The British Snoring & Sleep Apnoea Association (BSSAA), conducted a survey of nearly 3000 participants and found that snorers were:
• 3 times more likely to suffer the adverse health conditions of hypertension, cardiovascular disease, diabetes and high cholesterol
• 4 times more likely to suffer from excessive daytime sleepiness than their non-snoring counterparts.
Although these health risks have been known for many years to be associated with the condition Obstructive Sleep Apnoea (OSA), they have not, until now, been associated with snoring.
Runs in the family?
Preliminary results also suggest that snoring can be hereditary.
Nearly 70% of the snorers in the study demonstrated a biological family link compared with 50% of the non-snorers.
The main risk factors of snoring run in families, partly through polygenic inheritance, (factors such as cardiovascular disease and collar size), and partly through a shared environment and lifestyle.
But what is snoring?
Snoring occurs when air does not flow smoothly through the air passages, or when the soft tissues or muscles in your air passages vibrate.

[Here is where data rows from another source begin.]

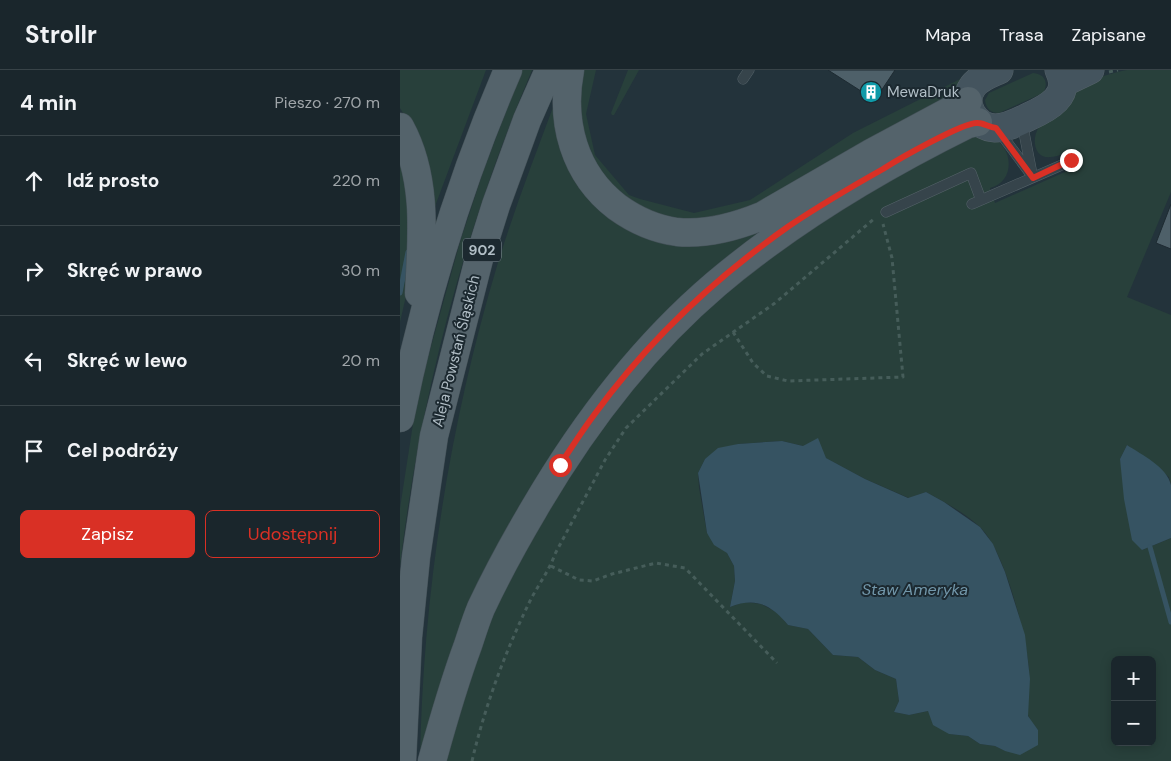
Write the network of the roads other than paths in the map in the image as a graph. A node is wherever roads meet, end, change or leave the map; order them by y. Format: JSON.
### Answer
{"nodes":[{"id":1,"x":508,"y":70,"type":"edge"},
{"id":2,"x":549,"y":70,"type":"edge"},
{"id":3,"x":570,"y":70,"type":"edge"},
{"id":4,"x":749,"y":70,"type":"edge"},
{"id":5,"x":999,"y":70,"type":"edge"},
{"id":6,"x":1090,"y":70,"type":"edge"},
{"id":7,"x":1061,"y":76,"type":"edge"},
{"id":8,"x":743,"y":79,"type":"dead end"},
{"id":9,"x":991,"y":118,"type":"junction"},
{"id":10,"x":400,"y":126,"type":"edge"},
{"id":11,"x":1071,"y":160,"type":"dead end"},
{"id":12,"x":1033,"y":178,"type":"junction"},
{"id":13,"x":883,"y":213,"type":"road end"},
{"id":14,"x":416,"y":345,"type":"junction"},
{"id":15,"x":400,"y":418,"type":"edge"},
{"id":16,"x":402,"y":761,"type":"edge"},
{"id":17,"x":432,"y":761,"type":"edge"}],
"edges":[{"from":1,"to":14,"type":"main road","number":"902"},
{"from":2,"to":16,"type":"main road","name":"Aleja Powstań Śląskich","number":"902"},
{"from":3,"to":9,"type":"main road"},
{"from":4,"to":8,"type":"lane"},
{"from":5,"to":9,"type":"main road"},
{"from":6,"to":7,"type":"main road"},
{"from":7,"to":9,"type":"main road"},
{"from":9,"to":12,"type":"lane"},
{"from":9,"to":12,"type":"lane"},
{"from":9,"to":17,"type":"main road"},
{"from":10,"to":14,"type":"main road"},
{"from":11,"to":12,"type":"lane"},
{"from":12,"to":13,"type":"lane"},
{"from":14,"to":15,"type":"main road","number":"902"}]}
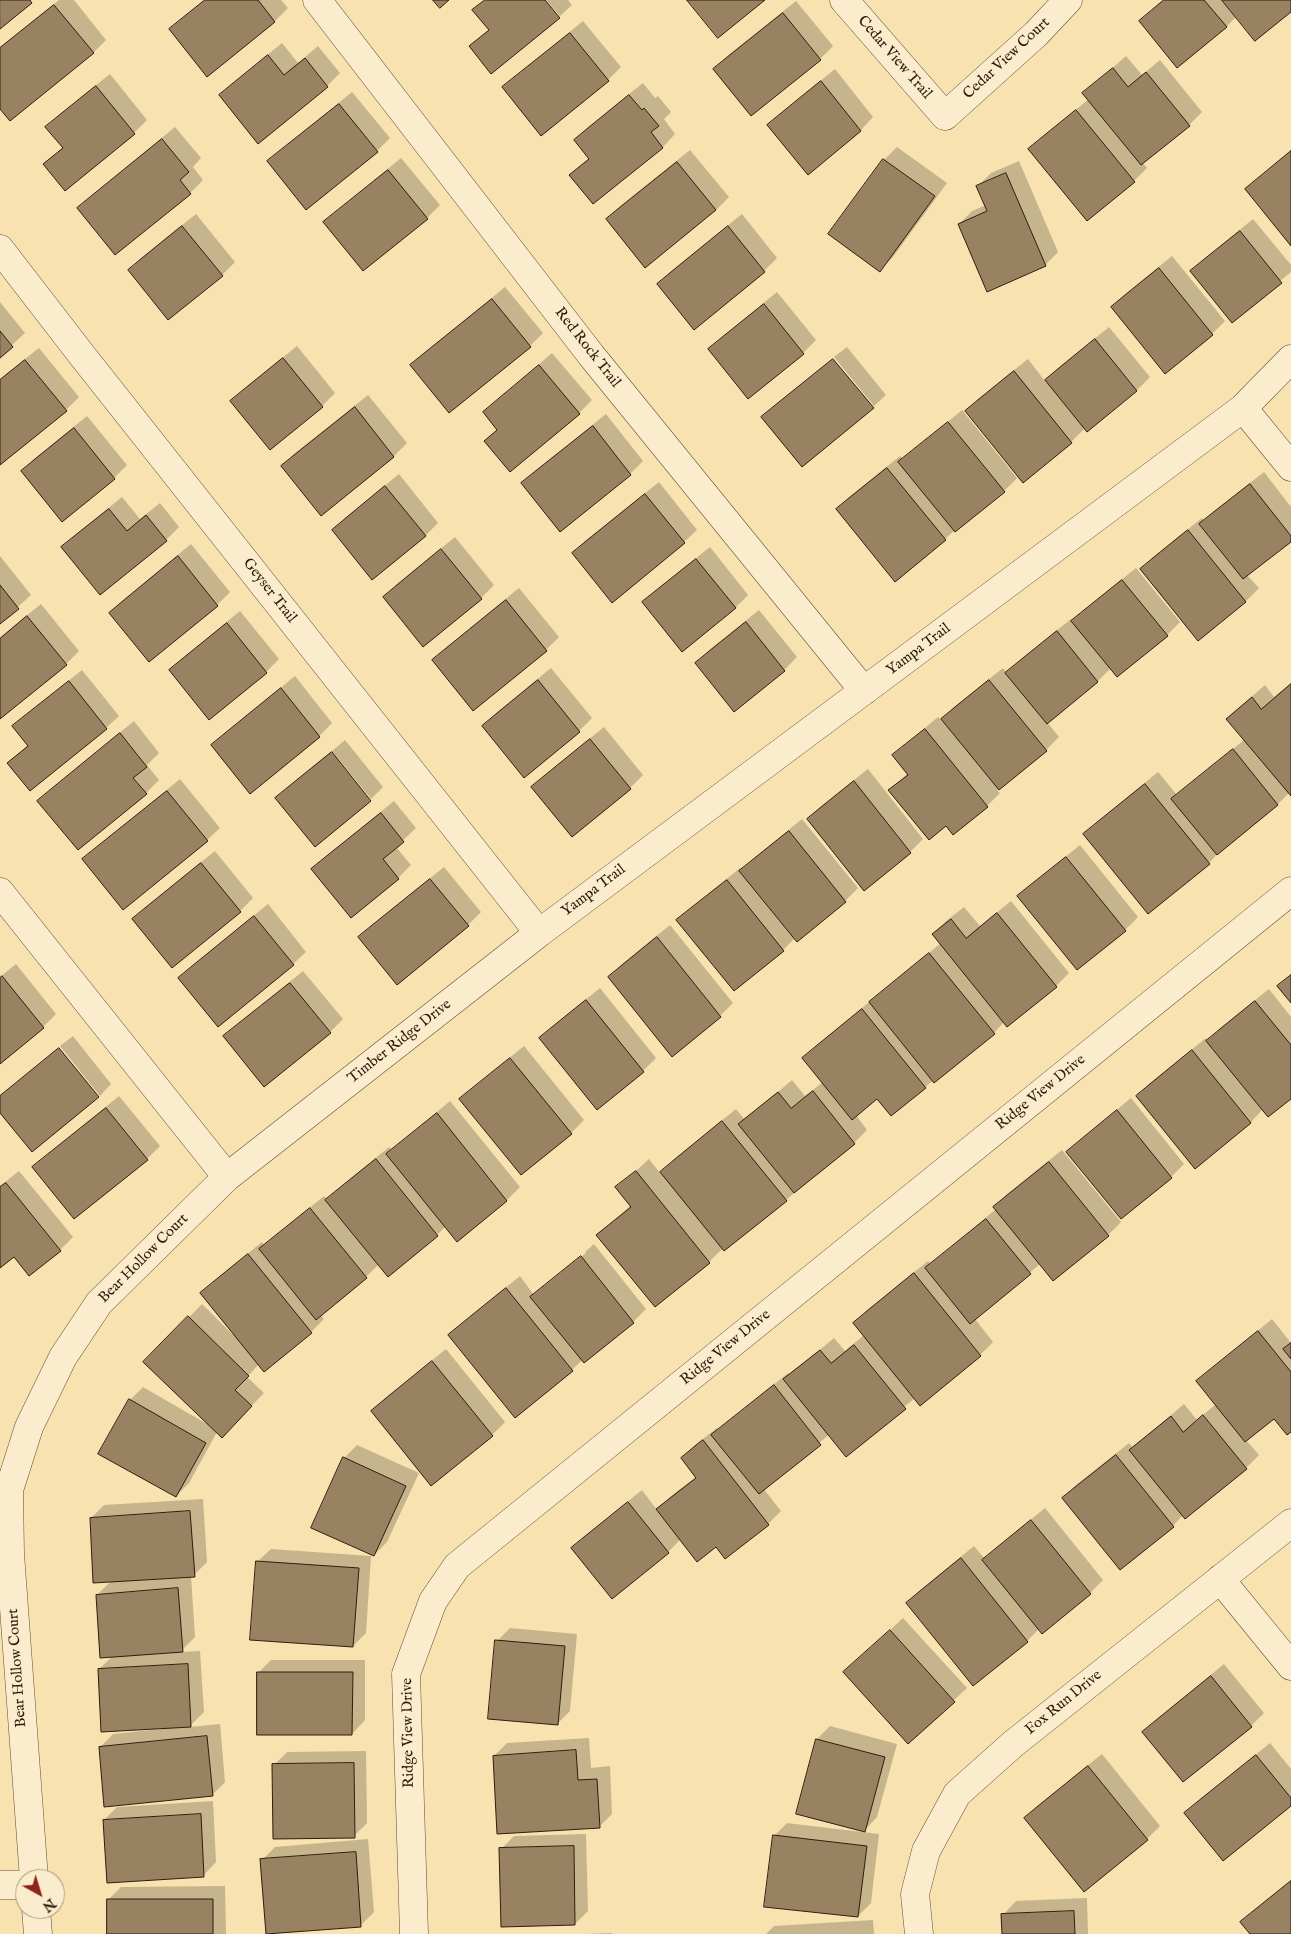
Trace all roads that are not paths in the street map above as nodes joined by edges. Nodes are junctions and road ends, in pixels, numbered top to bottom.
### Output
1 (317, 0) edge
2 (844, 0) edge
3 (1068, 0) edge
4 (945, 116) joint
5 (0, 249) edge
6 (1291, 359) edge
7 (1243, 408) junction
8 (1291, 467) edge
9 (864, 691) junction
10 (1291, 891) edge
11 (0, 892) edge
12 (539, 933) junction
13 (227, 1177) junction
14 (4, 1490) edge
15 (1291, 1523) edge
16 (1220, 1579) junction
17 (1291, 1666) edge
18 (33, 1869) edge
19 (0, 1885) edge
20 (15, 1885) edge
21 (37, 1919) edge
22 (38, 1934) edge
23 (414, 1934) edge
24 (919, 1934) edge

1 - 9 street, Red Rock Trail
2 - 4 street, Cedar View Trail
3 - 4 street, Cedar View Court
5 - 12 street, Geyser Trail
6 - 7 street, Yampa Trail
7 - 8 street
7 - 9 street, Yampa Trail
9 - 12 street, Yampa Trail
10 - 23 street, Ridge View Drive
11 - 13 street
12 - 13 street, Timber Ridge Drive
13 - 14 street, Bear Hollow Court
14 - 18 street, Bear Hollow Court
15 - 16 street, Fox Run Drive
16 - 17 street
16 - 24 street, Fox Run Drive
19 - 20 street
21 - 22 street

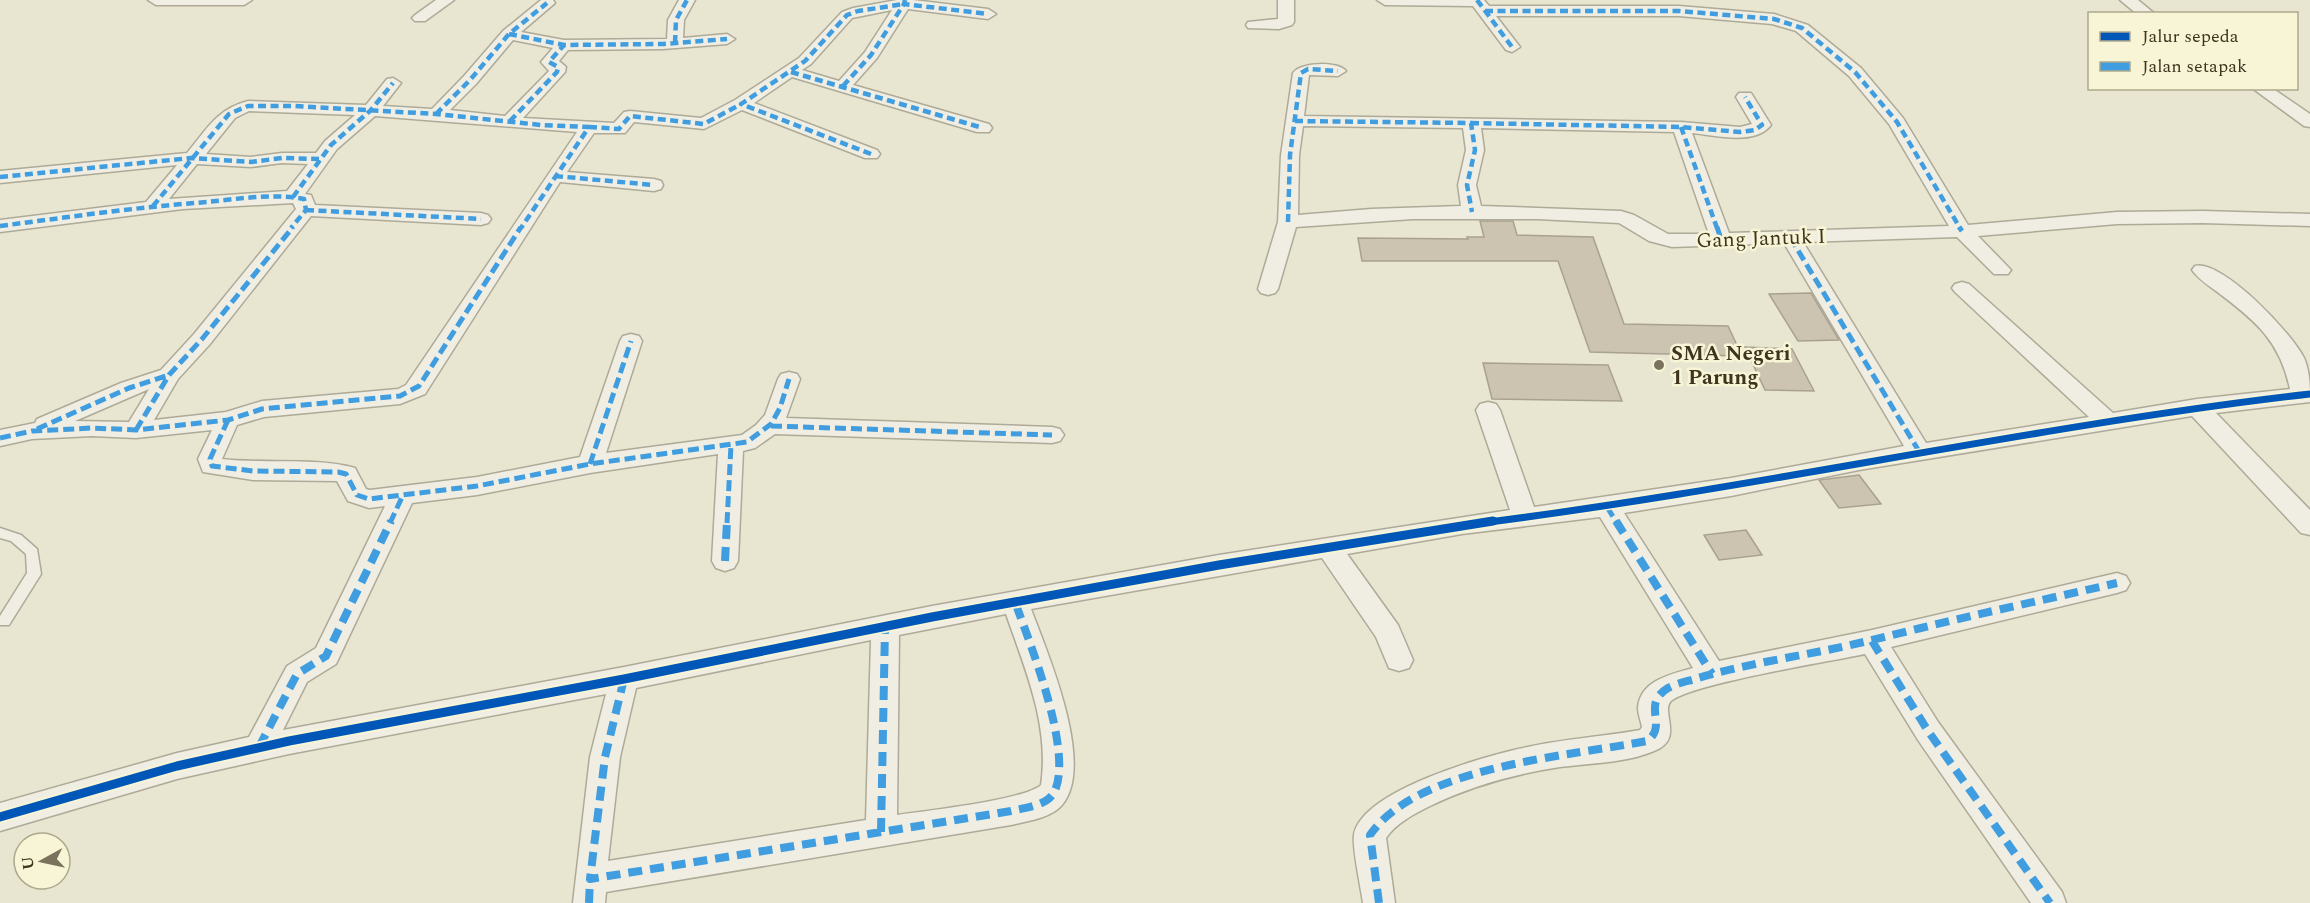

As you sleep, the muscles in your tongue, throat and roof of your mouth – or soft palate – relax. This causes your throat tissues to sag. As you breathe, this sagging tissue narrows the airway and vibrates, creating the sound of snoring!
General facts
• Male snorers outnumber female snorers (female airways are bigger so let more air in). By the age of 60, about half of men are snorers
• Research in Canada found post-menopausal women are more likely to snore than young ones
• Persistent snoring has been known to reach 90 decibels, as loud as a passing train
• Figures from a recent survey found men are louder snorers than women
Causes of snoring
There are several reasons why people snore. These include:
• Obesity – Obesity causes excess fatty tissue in the throat area that tends to make breathing difficult
• Fleshy or deformed uvula – The small fleshy protrusion dangling downward visibly at the back of the mouth attached to the rear of the soft palate
• Enlarged tonsils and adenoids – Again, this tends to block the air passages
• Blockage of nasal passages – This can be from allergies, colds, sinus problems or a deviated septum
• Age – As we grow older, the flesh and throat muscles tend to lose elasticity and become flabby
• Alcohol – It relaxes the throat muscles, allowing fatty tissue in the throat area to sag and block airflow
• Smoking – Smokers are twice as likely as non-smokers to snore because their airways get inflamed and blocked
• Sleeping on your back – This can lead to or aggravate snoring as it allows the flesh of the throat to relax and block airways
How is snoring treated?
• Over-the-counter remedies
Firstly, work out if your problem is with mouth snoring or nose snoring
Then test out the product for at least 6 weeks – most people try them for one night and this is an unrealistic length of time
• There are 3 types of products you can use:
Sprays: Work by stiffening the soft palate so that it doesn’t vibrate while asleep
Nasal sprays: Improve nasal breathing if you suffer from nocturnal catarrh or nasal stuffiness
Nasal strips: Keep the airways open in the nose and keep the passages clear
Mouth guards: Make sure that the mouth stays open so that more air can get in
Sleep Apnoea
Loud snoring may be a sign that the relaxed throat muscles are allowing the throat to become excessively narrow during sleep, with not enough air getting through as you breathe. Sometimes breathing stops altogether for 10 seconds or more.
Fortunately, the body is able to sense this increased obstruction to and the sufferer wakes briefly, takes a few deep breaths, followed by a rapid return to sleep – this is called Sleep Apnoea Syndrome.